Hello to all, I am Prim and I am going to tell you a bit about myself, more specifically about my childhood, my struggles and even some trauma I have dealt with. Let's not waste any more time and jump right into it shall we?
I was born on October 7th, 2006. This was the beginning of the disaster that is my life. The day that I always call a burden to other people because even at a young age I truly believed I was an annoyance and that I was better gone. This all started because of my bully that goes by the name of Adam Greveland, the one who caused all of my childhood suffering.

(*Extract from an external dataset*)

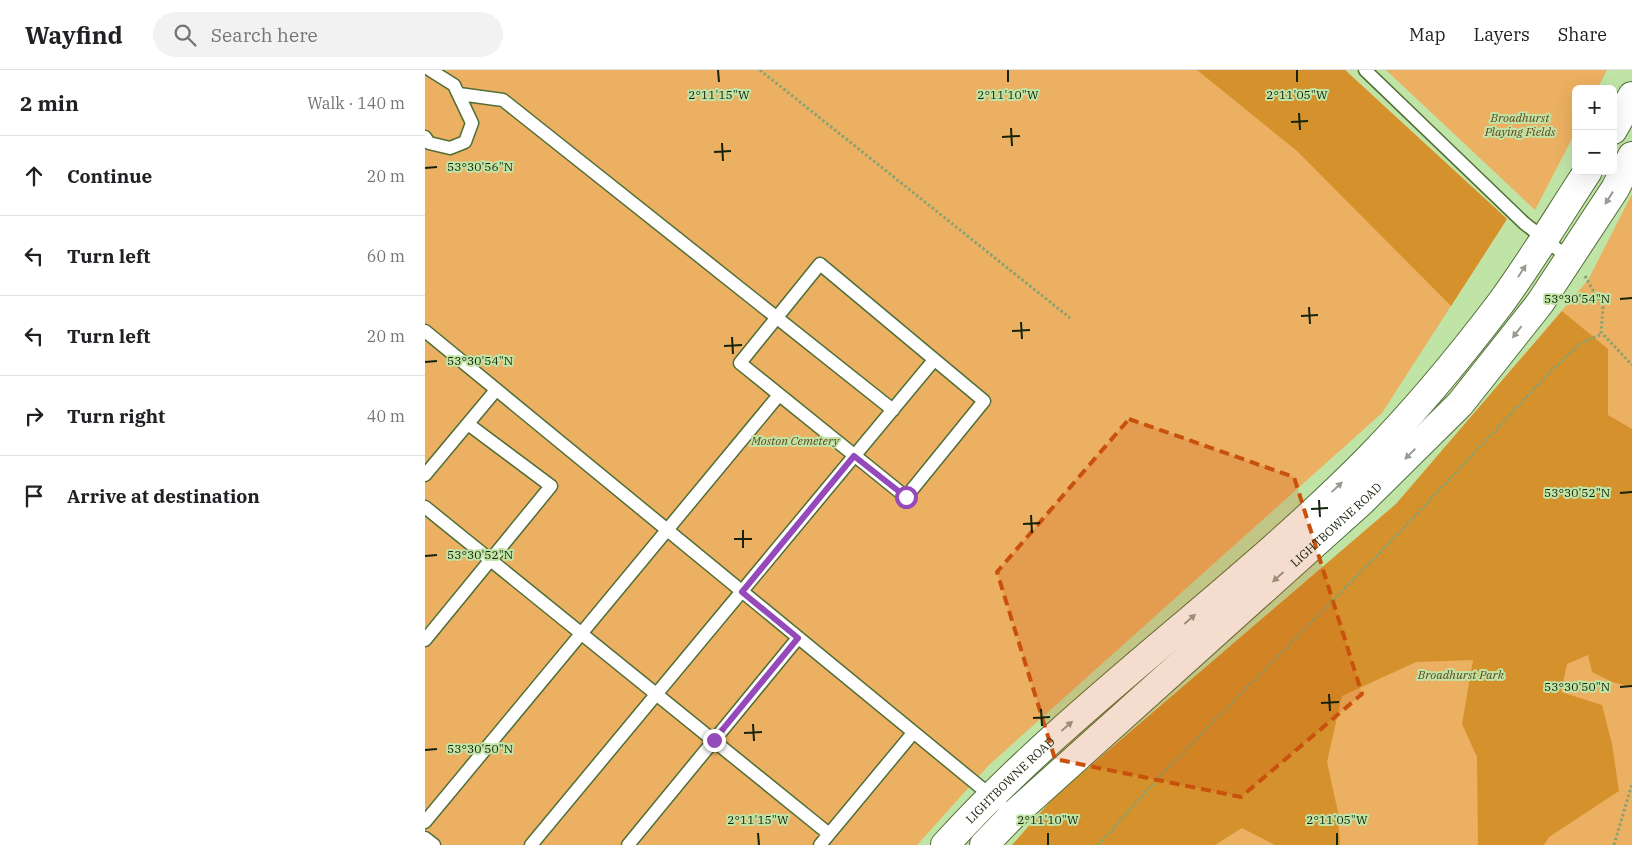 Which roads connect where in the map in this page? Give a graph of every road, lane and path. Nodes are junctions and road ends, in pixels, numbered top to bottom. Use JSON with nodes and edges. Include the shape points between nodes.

I met him in kindergarten, but the bullying started a bit later on. We were actually friends until he ditched me for the popular kids. I was abandoned and forgotten. To him I meant nothing and I still do to this day which he constantly reminds me of. I was already struggling with a lot, but he loved making my life a misery whether it was playing small pranks in class or humiliating me in-front of the school it didn't really matter to him as long as it upset me. Not only did I have a bully at school, I also had a bully living with me, tormenting me everyday and that was my father.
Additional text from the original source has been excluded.